Saved data entries:
= Beginning of Section =

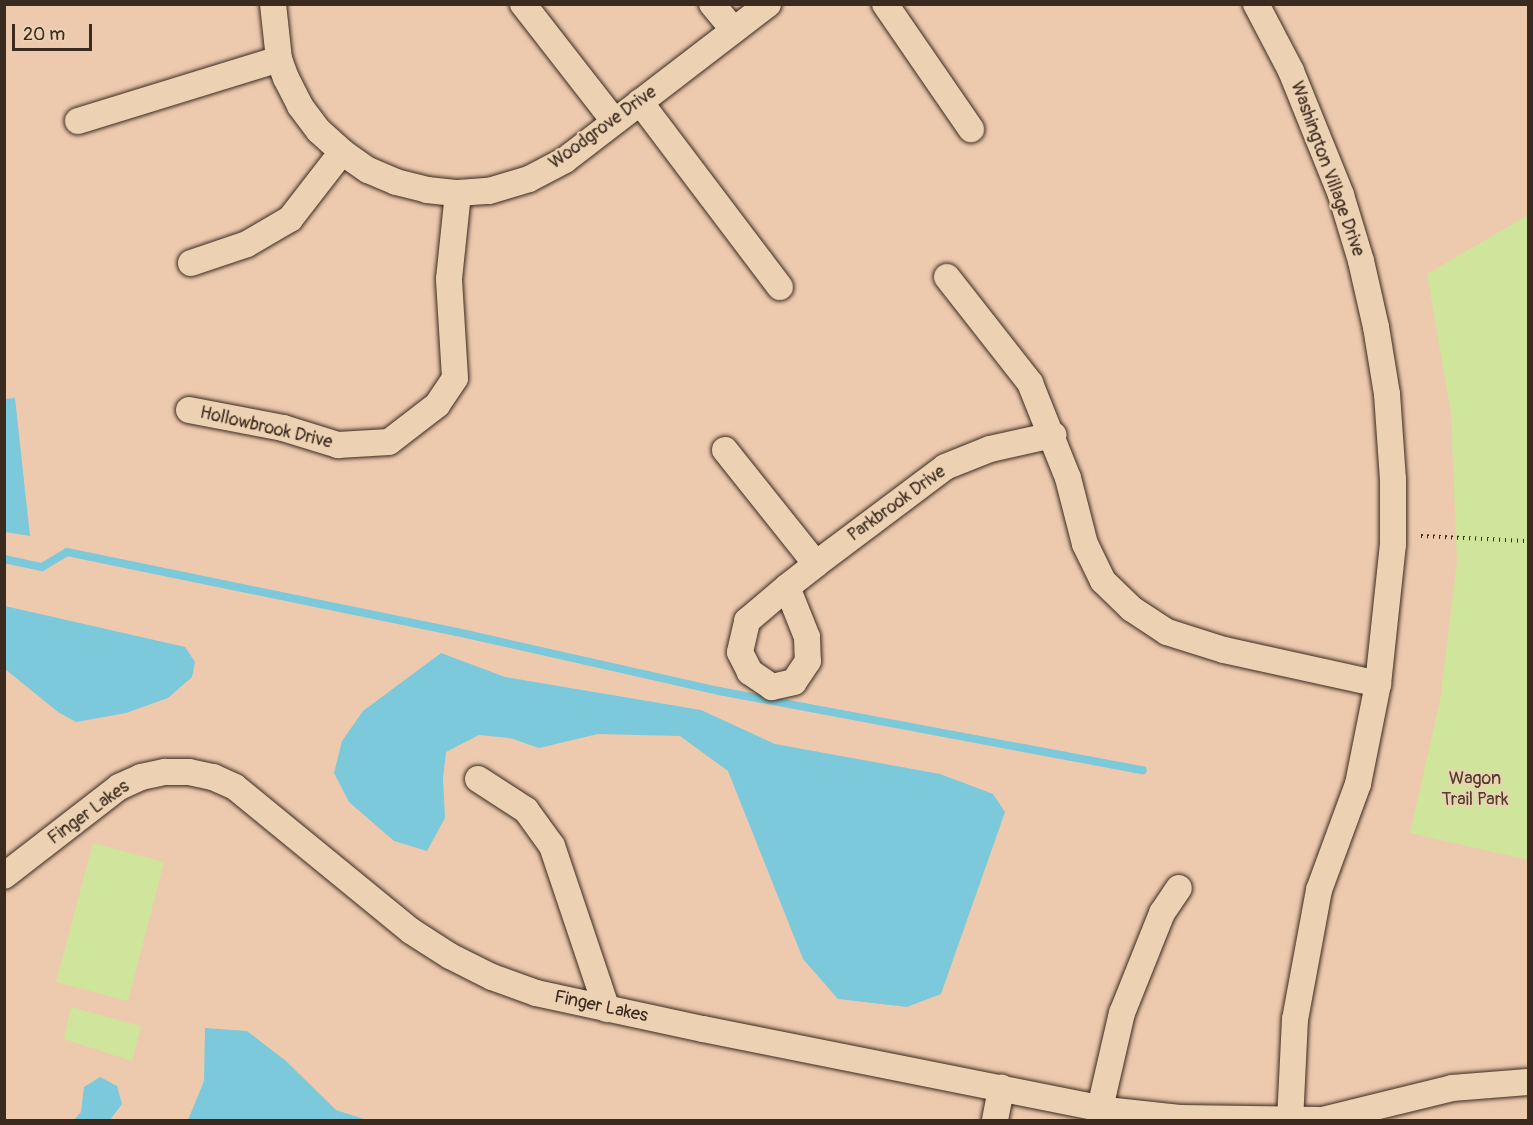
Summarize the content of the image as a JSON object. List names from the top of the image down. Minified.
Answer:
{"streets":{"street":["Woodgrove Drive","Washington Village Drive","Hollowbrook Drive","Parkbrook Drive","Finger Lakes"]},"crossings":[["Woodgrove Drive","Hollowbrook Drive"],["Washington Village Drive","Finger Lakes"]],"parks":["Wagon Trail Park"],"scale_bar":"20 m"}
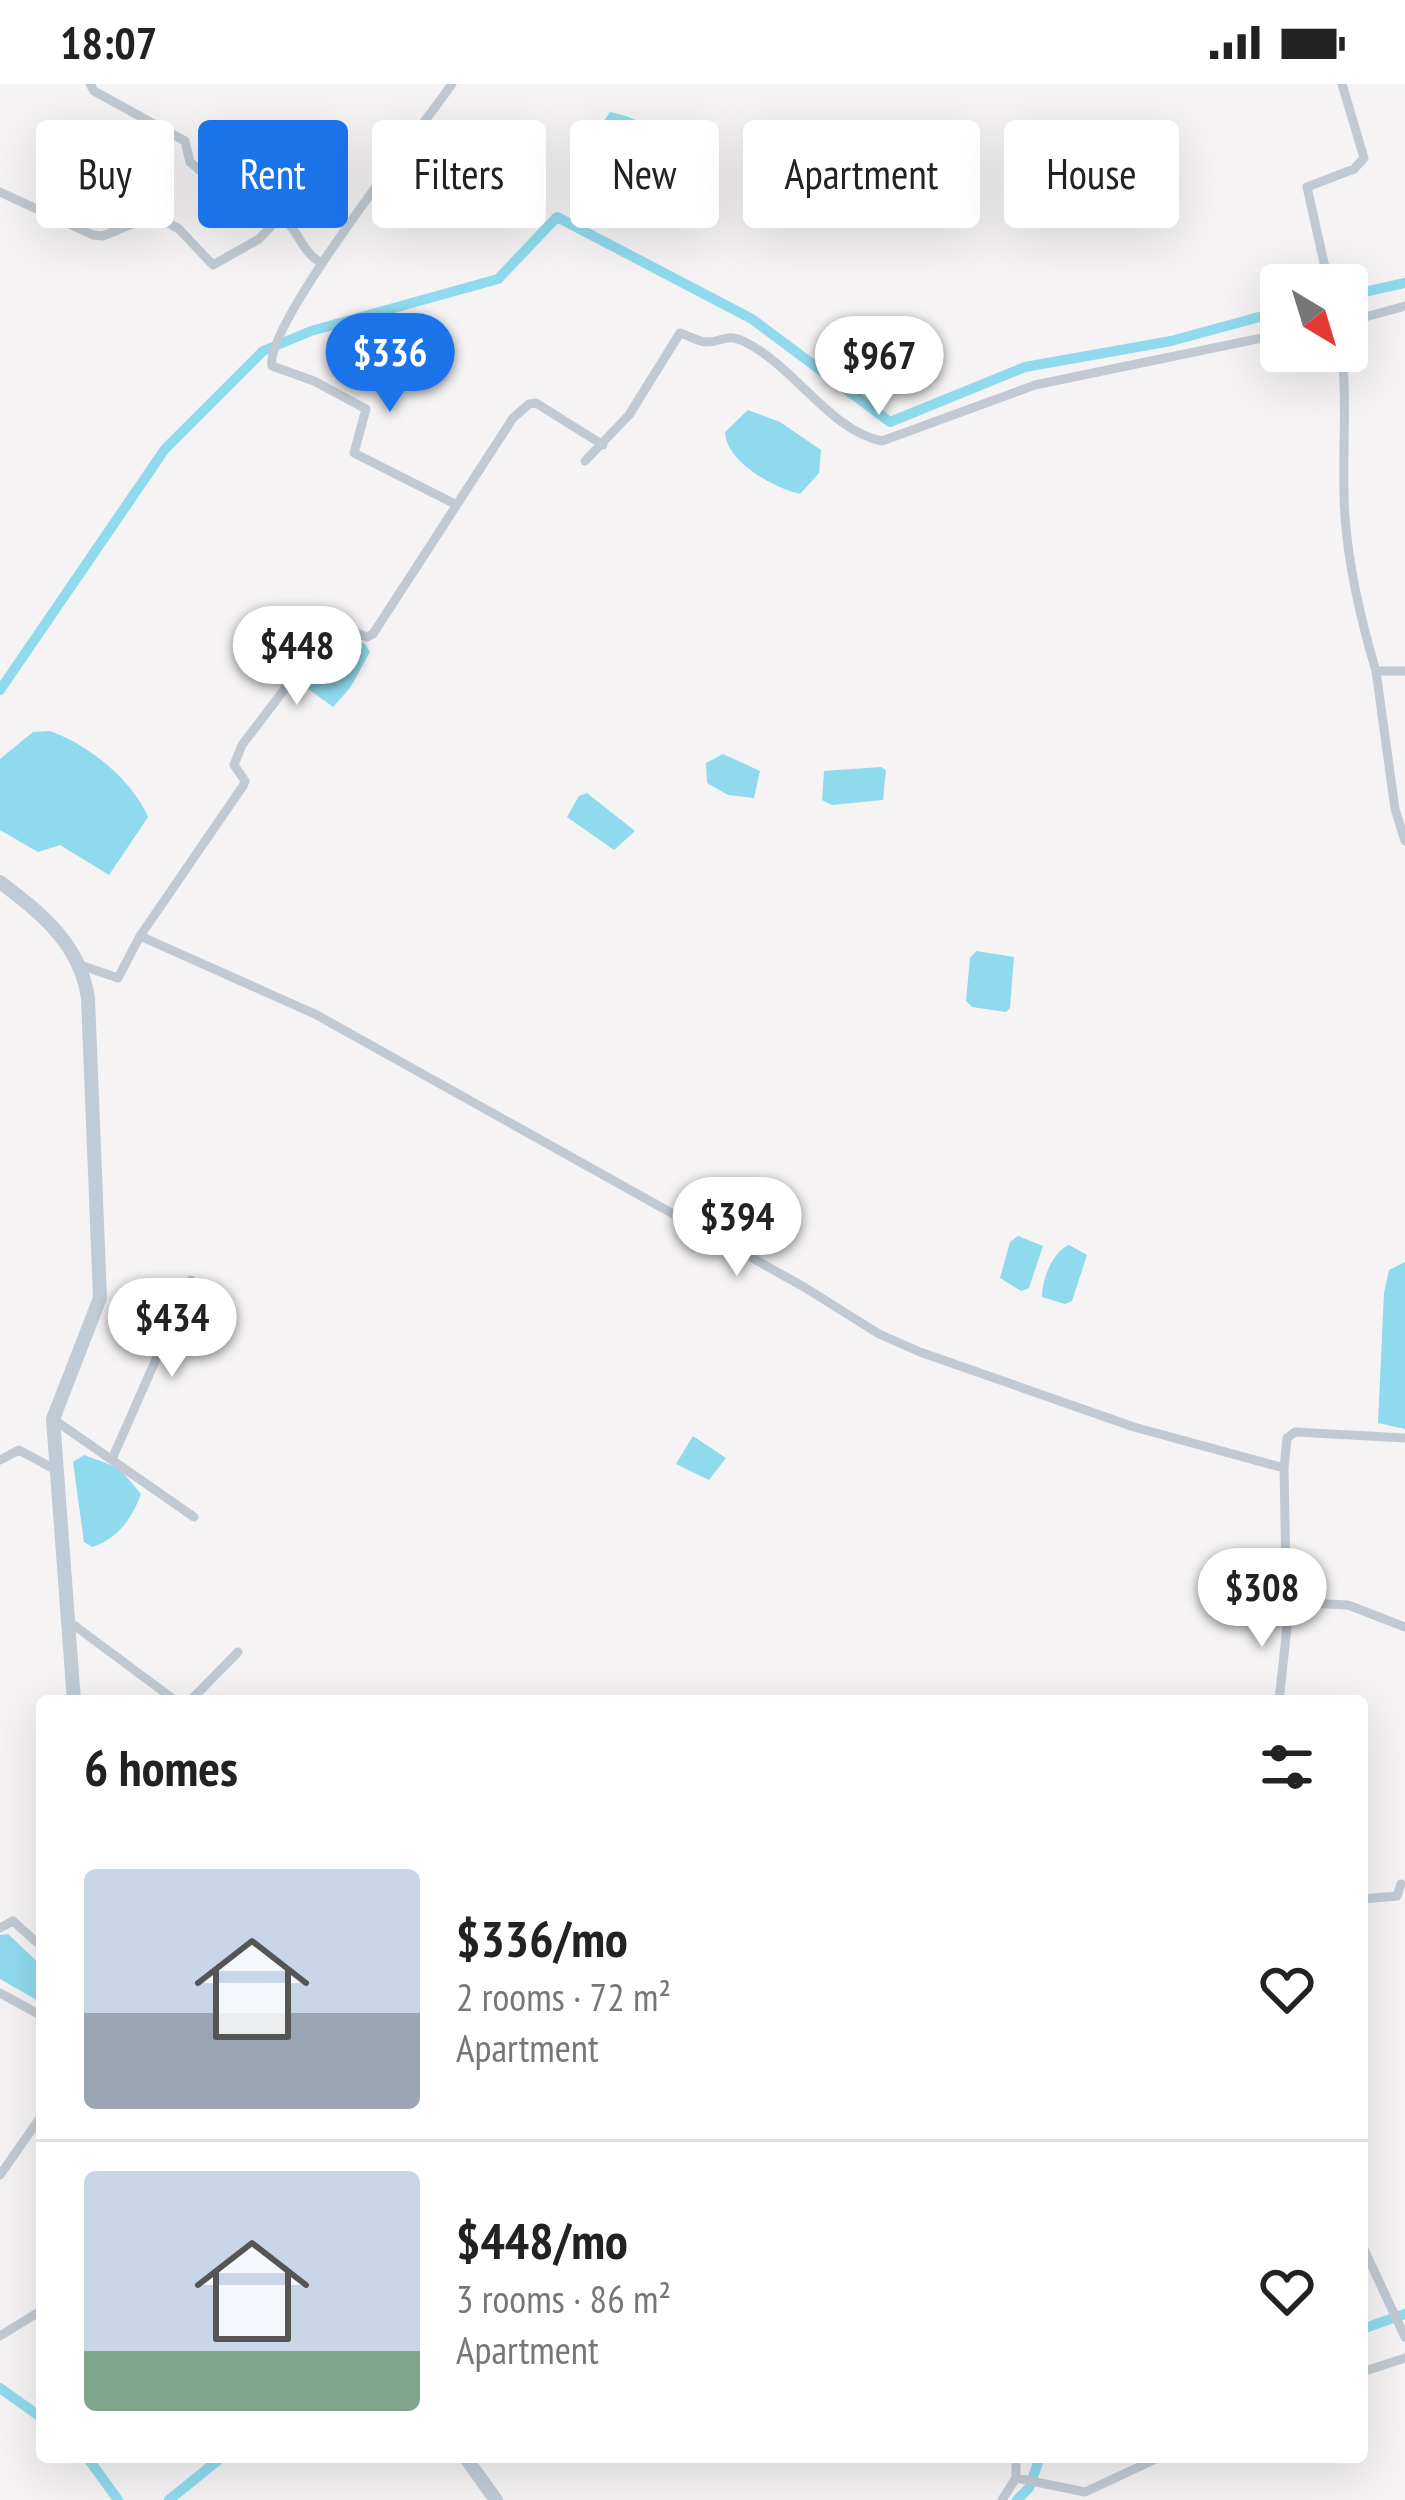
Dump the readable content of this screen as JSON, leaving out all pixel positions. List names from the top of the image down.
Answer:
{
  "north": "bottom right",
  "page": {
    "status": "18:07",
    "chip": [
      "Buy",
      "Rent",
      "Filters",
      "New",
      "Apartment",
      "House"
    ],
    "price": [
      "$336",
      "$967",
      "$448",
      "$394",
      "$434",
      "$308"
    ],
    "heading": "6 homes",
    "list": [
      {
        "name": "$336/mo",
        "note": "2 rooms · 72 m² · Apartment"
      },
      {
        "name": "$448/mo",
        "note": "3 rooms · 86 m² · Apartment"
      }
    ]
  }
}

= End of Section =

Problem details: Check each line of the entries above for the string "JSON", and return those that contain it.

Exercise result:
Summarize the content of the image as a JSON object. List names from the top of the image down. Minified.
Dump the readable content of this screen as JSON, leaving out all pixel positions. List names from the top of the image down.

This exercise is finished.